▼▼▼
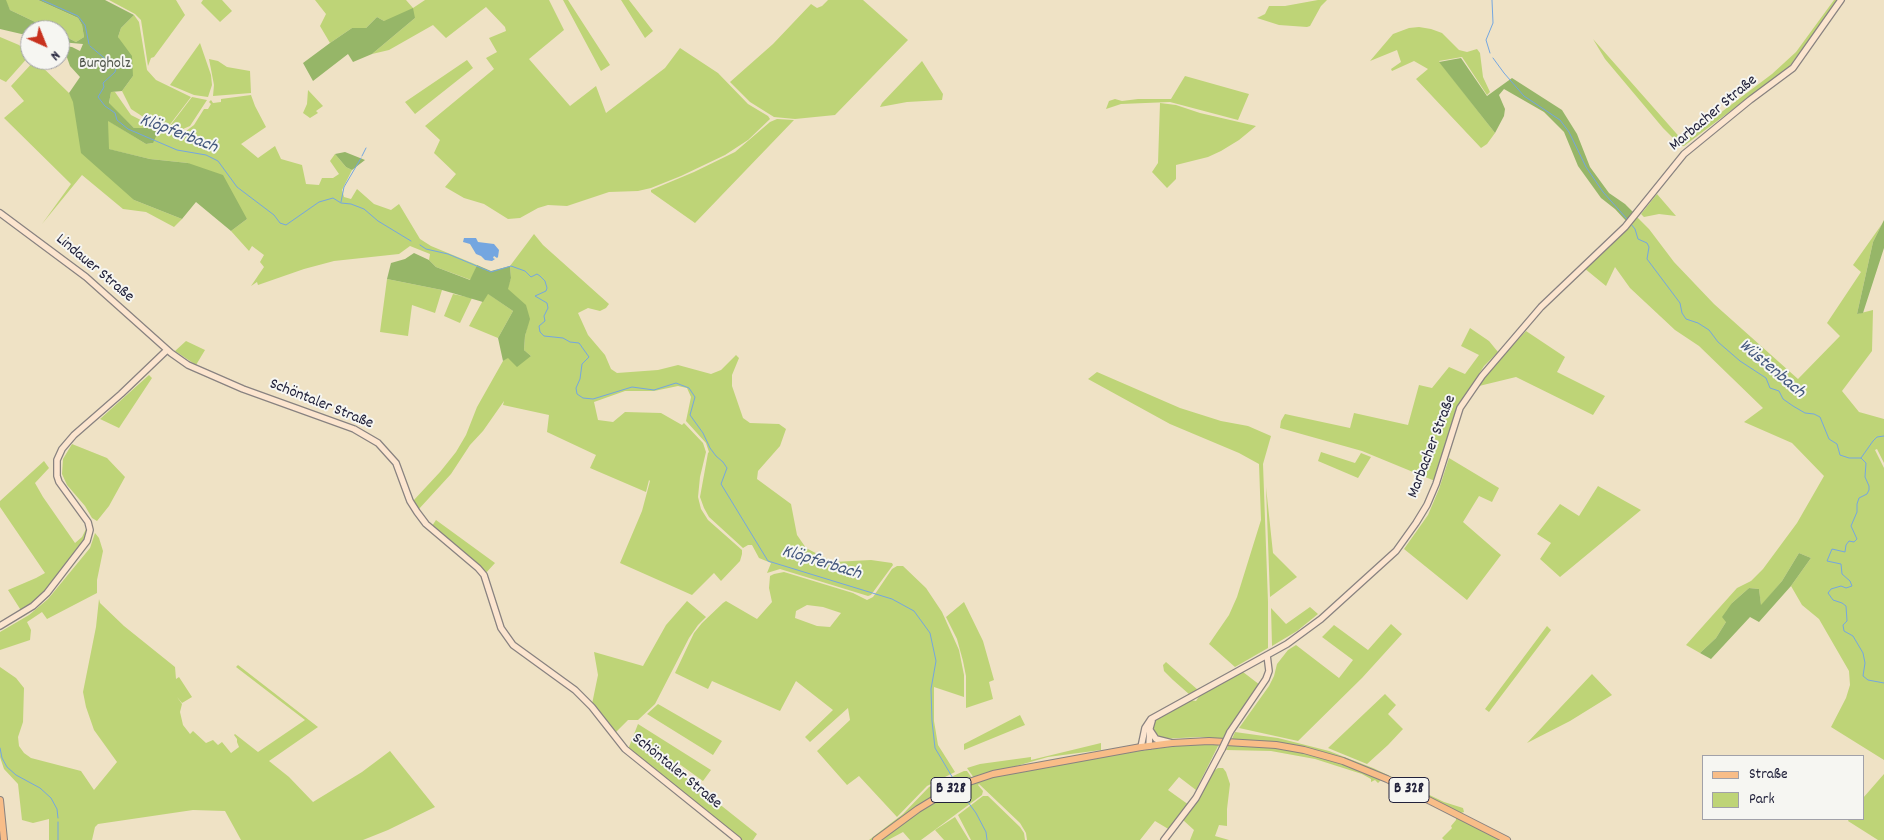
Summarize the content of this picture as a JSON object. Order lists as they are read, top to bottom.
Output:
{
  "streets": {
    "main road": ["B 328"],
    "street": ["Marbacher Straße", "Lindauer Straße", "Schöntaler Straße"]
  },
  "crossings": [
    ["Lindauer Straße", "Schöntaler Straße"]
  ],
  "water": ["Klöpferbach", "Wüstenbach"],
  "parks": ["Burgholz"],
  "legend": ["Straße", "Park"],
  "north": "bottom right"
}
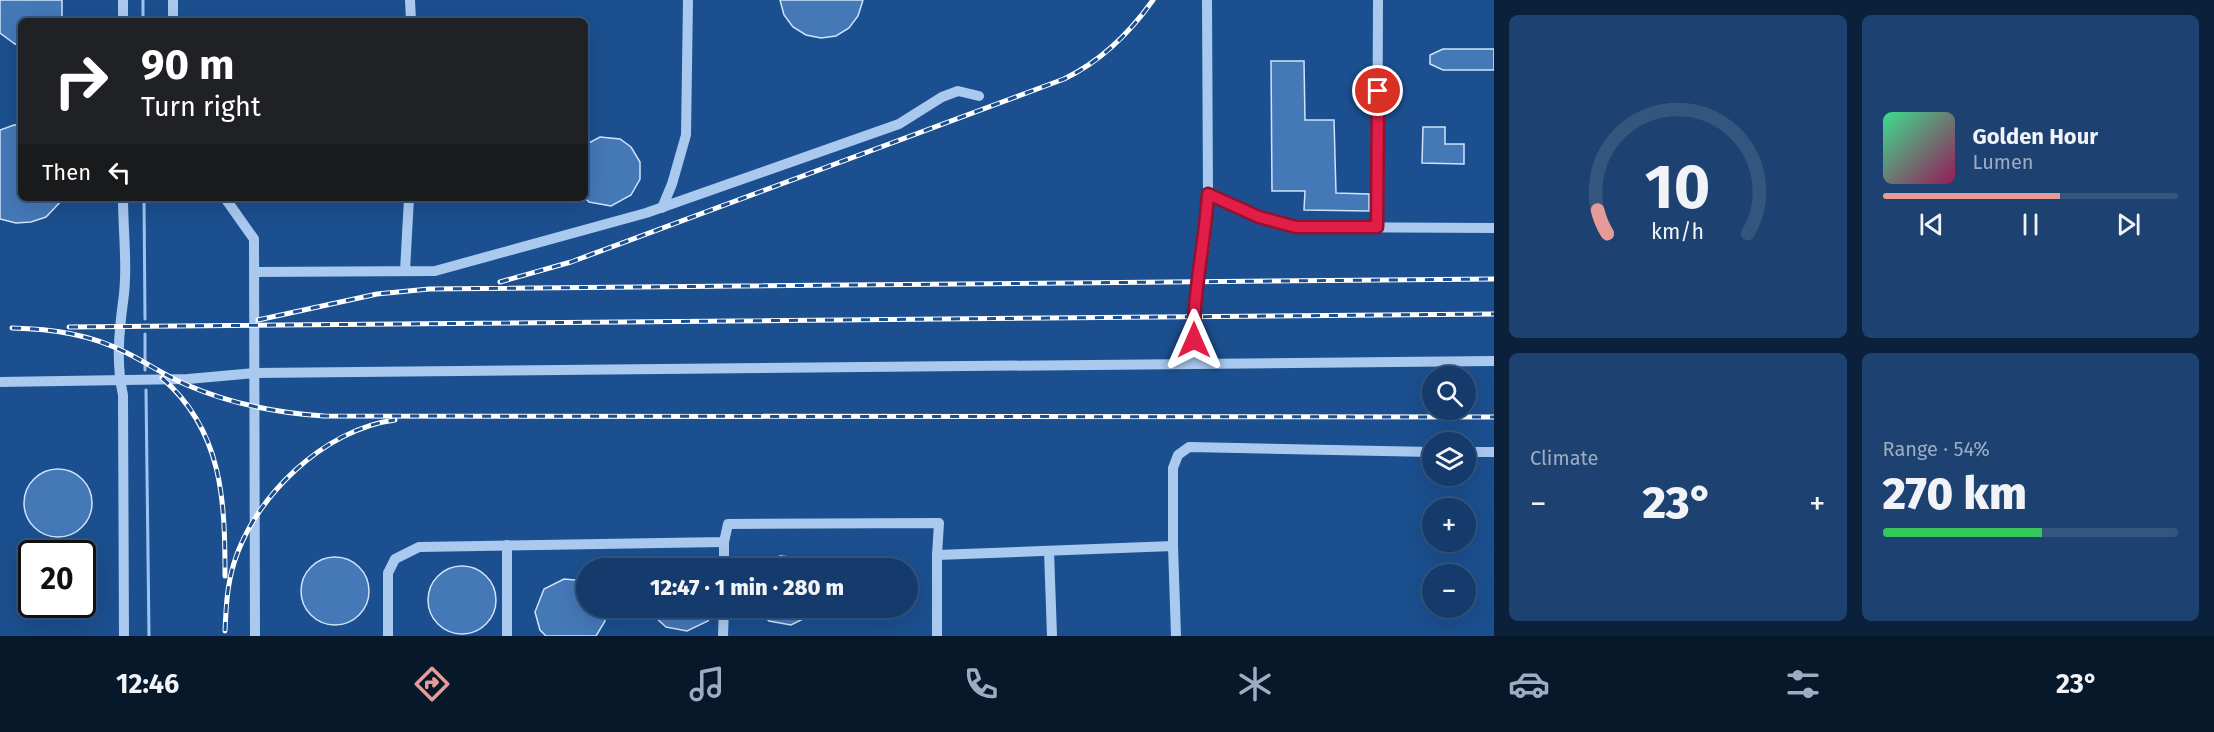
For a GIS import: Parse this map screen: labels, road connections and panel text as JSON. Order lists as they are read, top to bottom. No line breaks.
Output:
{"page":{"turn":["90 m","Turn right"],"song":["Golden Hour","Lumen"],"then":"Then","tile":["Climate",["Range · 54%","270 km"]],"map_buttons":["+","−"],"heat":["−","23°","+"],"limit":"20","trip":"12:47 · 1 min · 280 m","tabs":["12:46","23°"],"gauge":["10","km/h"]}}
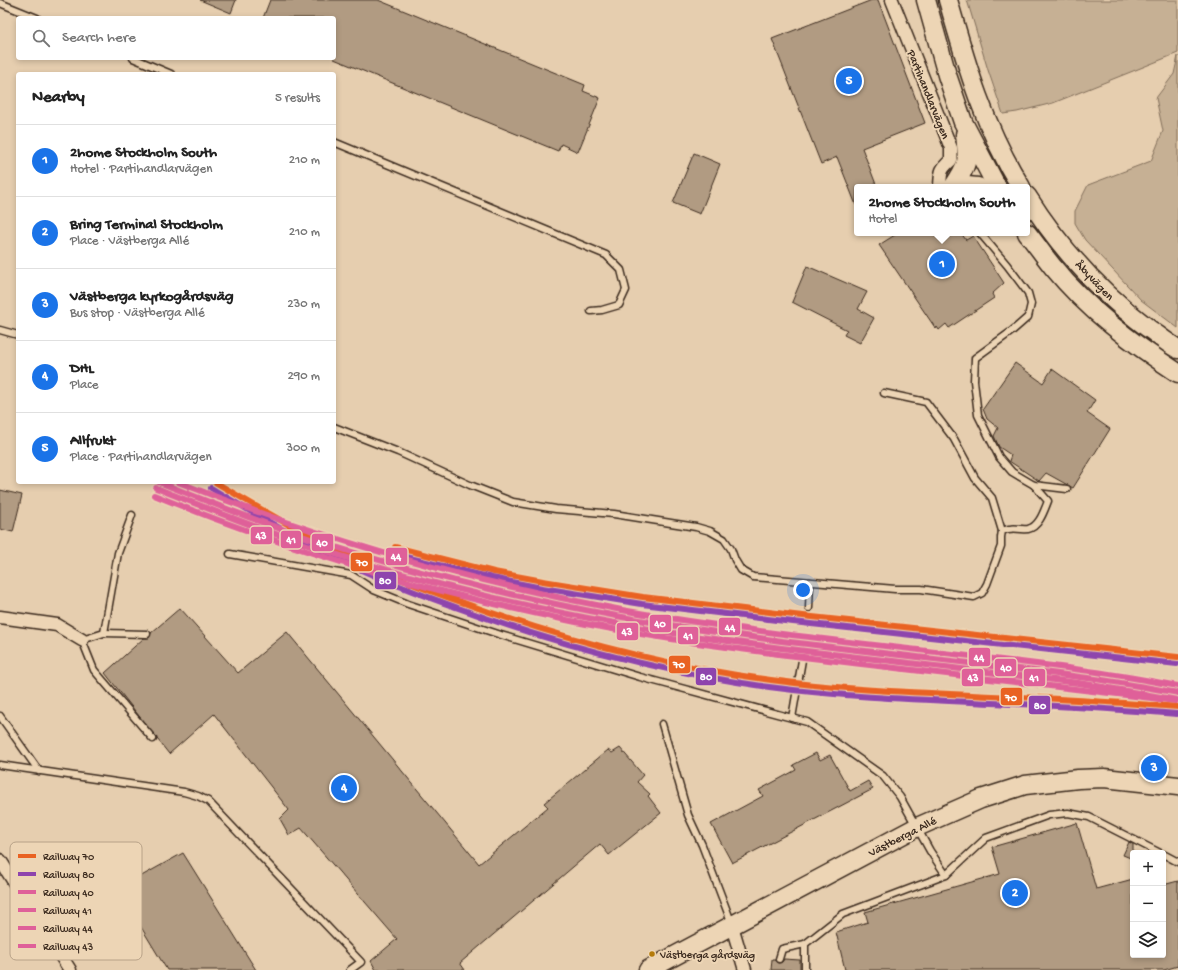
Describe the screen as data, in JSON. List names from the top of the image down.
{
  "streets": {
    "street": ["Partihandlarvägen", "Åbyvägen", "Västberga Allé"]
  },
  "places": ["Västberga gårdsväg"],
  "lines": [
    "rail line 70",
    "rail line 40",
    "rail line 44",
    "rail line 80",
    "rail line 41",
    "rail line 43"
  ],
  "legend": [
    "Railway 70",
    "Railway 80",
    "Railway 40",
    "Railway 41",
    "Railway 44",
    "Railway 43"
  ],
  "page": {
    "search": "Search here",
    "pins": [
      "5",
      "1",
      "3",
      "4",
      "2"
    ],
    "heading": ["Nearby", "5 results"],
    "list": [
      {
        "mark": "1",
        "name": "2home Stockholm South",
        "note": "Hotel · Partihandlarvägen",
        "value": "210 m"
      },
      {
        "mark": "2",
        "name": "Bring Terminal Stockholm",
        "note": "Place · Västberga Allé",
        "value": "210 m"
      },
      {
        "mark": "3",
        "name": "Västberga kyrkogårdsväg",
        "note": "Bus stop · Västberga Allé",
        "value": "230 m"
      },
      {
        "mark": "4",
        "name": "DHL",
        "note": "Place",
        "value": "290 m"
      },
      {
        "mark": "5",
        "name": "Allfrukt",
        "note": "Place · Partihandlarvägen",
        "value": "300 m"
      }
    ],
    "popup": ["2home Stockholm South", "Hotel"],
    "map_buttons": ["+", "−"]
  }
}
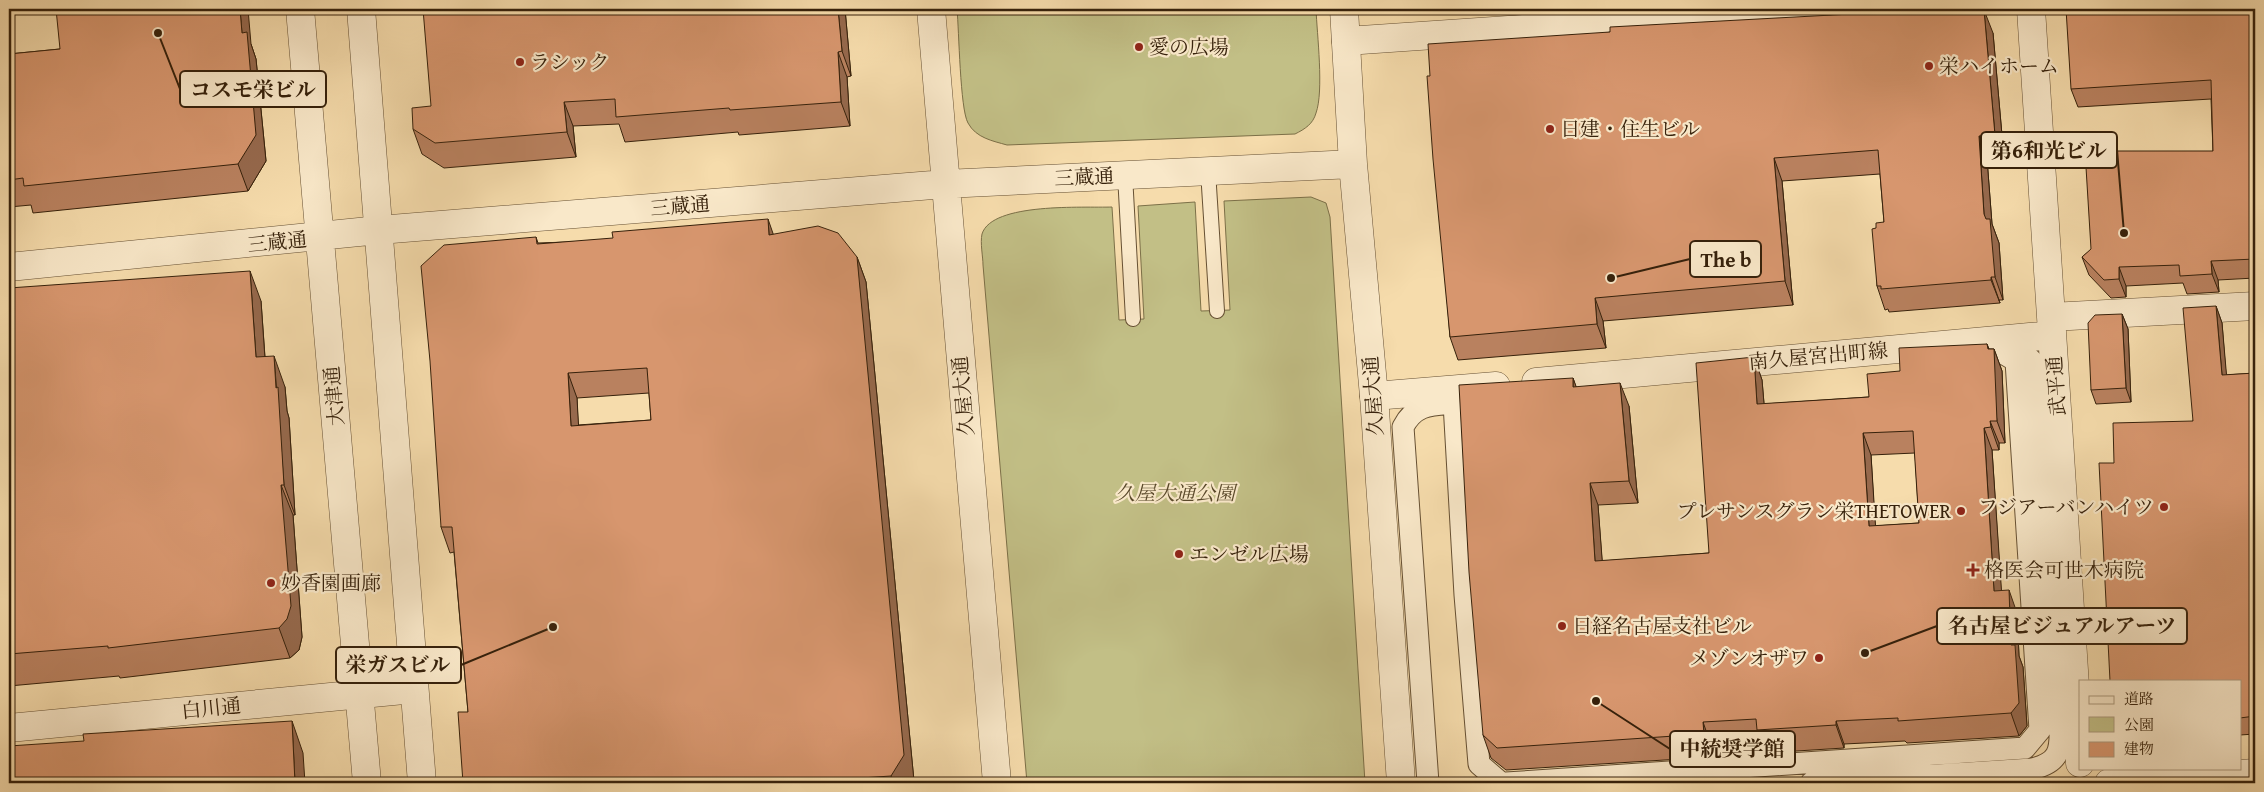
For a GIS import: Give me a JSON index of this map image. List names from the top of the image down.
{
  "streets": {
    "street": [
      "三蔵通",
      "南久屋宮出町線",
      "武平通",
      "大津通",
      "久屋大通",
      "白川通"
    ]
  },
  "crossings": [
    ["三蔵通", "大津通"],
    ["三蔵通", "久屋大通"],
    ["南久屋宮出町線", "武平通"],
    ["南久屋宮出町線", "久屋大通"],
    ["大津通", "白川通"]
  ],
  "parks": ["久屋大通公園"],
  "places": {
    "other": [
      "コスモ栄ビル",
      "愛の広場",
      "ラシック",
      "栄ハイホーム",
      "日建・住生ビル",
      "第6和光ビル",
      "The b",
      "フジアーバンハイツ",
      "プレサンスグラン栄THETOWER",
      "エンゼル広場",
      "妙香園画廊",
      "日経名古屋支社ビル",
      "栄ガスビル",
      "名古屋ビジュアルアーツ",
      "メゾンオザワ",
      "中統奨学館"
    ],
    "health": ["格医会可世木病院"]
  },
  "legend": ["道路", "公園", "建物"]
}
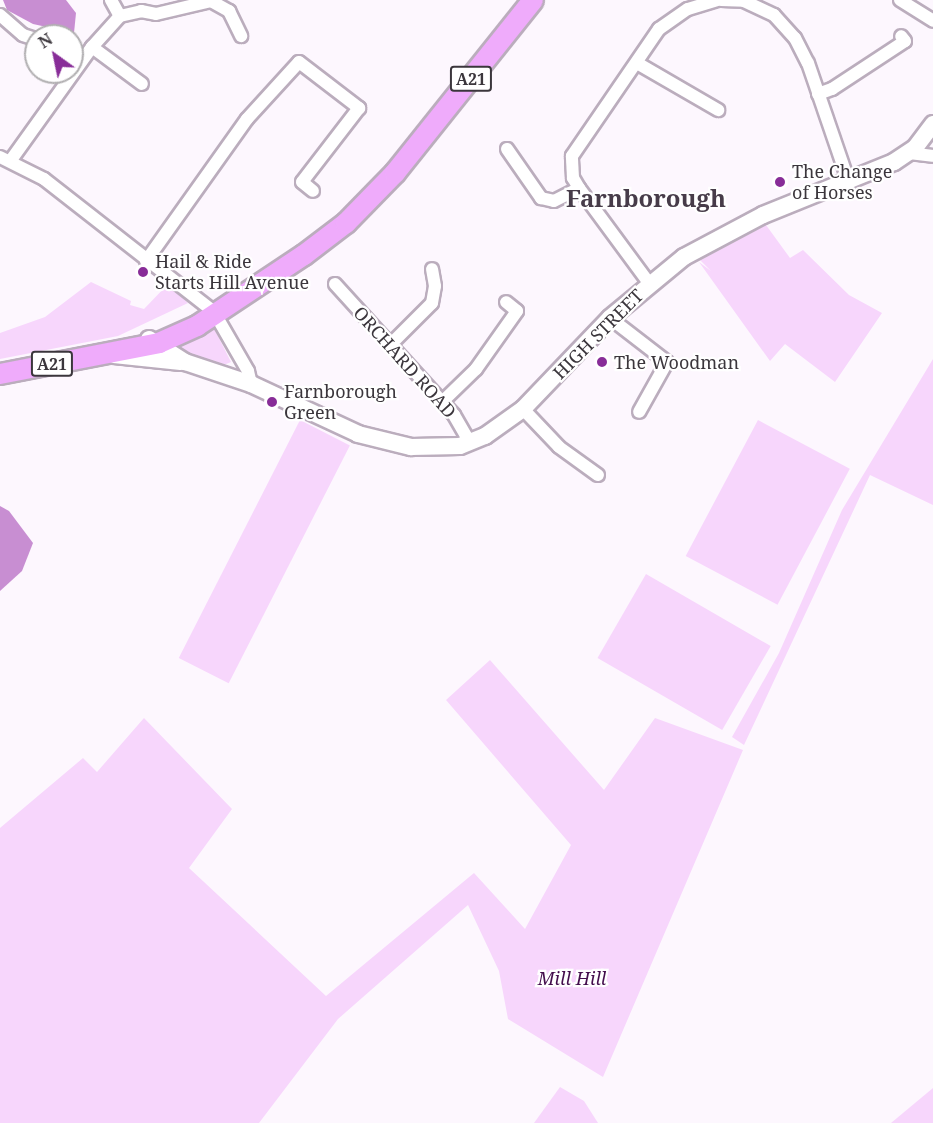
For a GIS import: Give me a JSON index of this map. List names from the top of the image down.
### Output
▲▲▲
▶ WORK TO BE COMPLETED:
Every line above carrying the word "lists" needs to be shown.

▶ SOLUTION:
Summarize the content of this picture as a JSON object. Order lists as they are read, top to bottom.
For a GIS import: Parse this map screen: labels, road connections and panel text as JSON. Order lists as they are read, top to bottom. No line breaks.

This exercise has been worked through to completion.